Start of Data listing

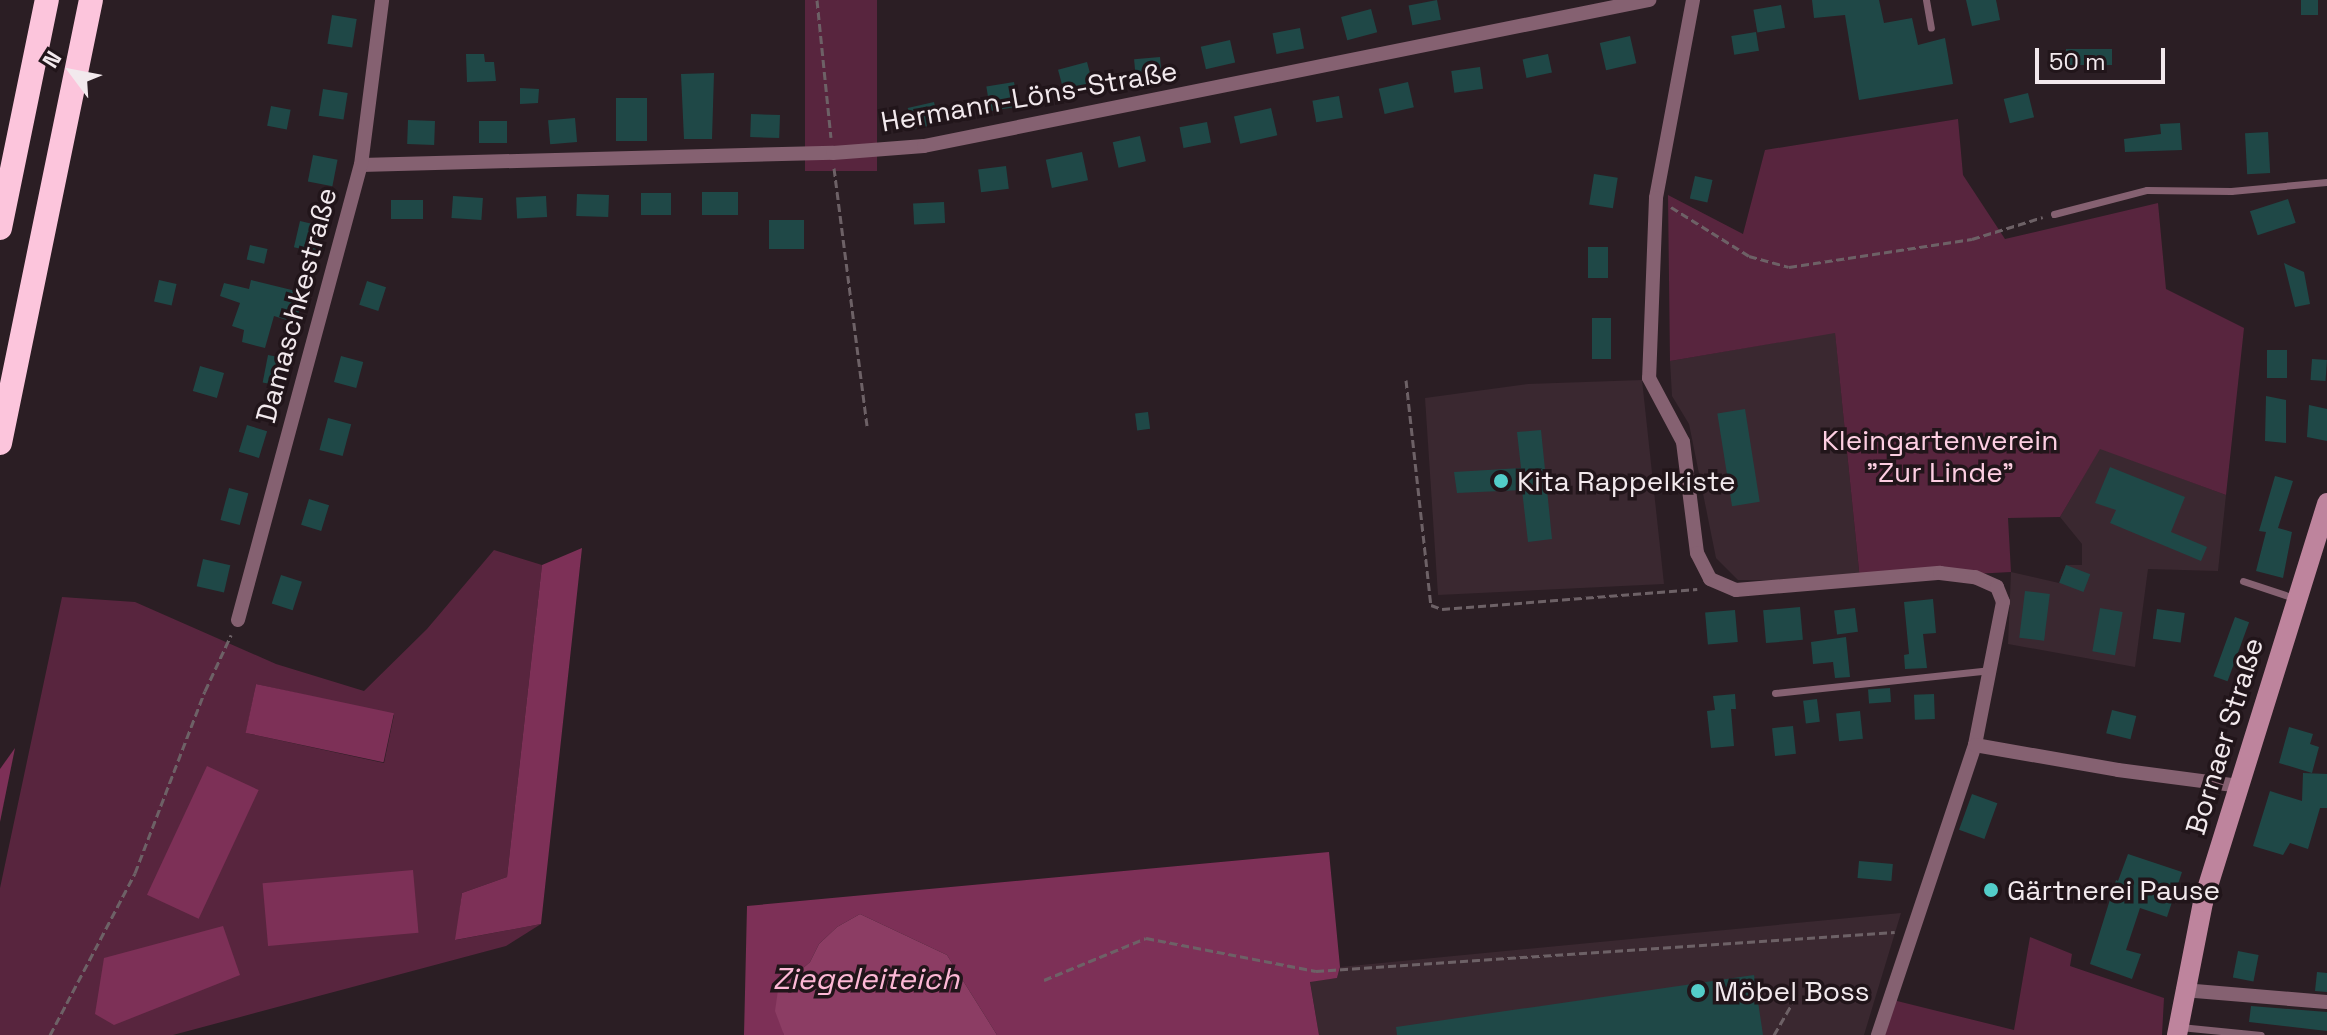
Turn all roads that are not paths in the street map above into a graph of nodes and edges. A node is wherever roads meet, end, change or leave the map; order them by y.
1 (47, 0) edge
2 (91, 0) edge
3 (382, 0) edge
4 (1649, 0) edge
5 (1693, 0) edge
6 (1926, 0) edge
7 (1931, 28) dead end
8 (361, 165) junction
9 (2327, 182) edge
10 (2054, 214) road end
11 (0, 228) edge
12 (0, 443) edge
13 (2327, 503) edge
14 (2243, 581) dead end
15 (2295, 599) junction
16 (238, 620) road end
17 (1989, 670) junction
18 (1775, 693) dead end
19 (1975, 745) junction
20 (2239, 786) junction
21 (2183, 990) junction
22 (2327, 1002) edge
23 (2177, 1031) edge
24 (1878, 1035) edge
25 (2261, 1035) edge

1 - 11 highway
2 - 12 highway
3 - 8 street, Damaschkestraße
4 - 8 street, Hermann-Löns-Straße
5 - 17 street
6 - 7 lane
8 - 16 street, Damaschkestraße
9 - 10 lane
13 - 15 main road, Bornaer Straße
14 - 15 lane
15 - 20 main road, Bornaer Straße
17 - 18 lane
17 - 19 street
19 - 20 street
19 - 24 street
20 - 21 main road, Bornaer Straße
21 - 22 street
21 - 23 main road, Bornaer Straße
23 - 25 lane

End of Data listing

> **Action item**:
If a line in the entries includes the word "Damaschkestraße", copy that line out.

> **Output**:
3 - 8 street, Damaschkestraße
8 - 16 street, Damaschkestraße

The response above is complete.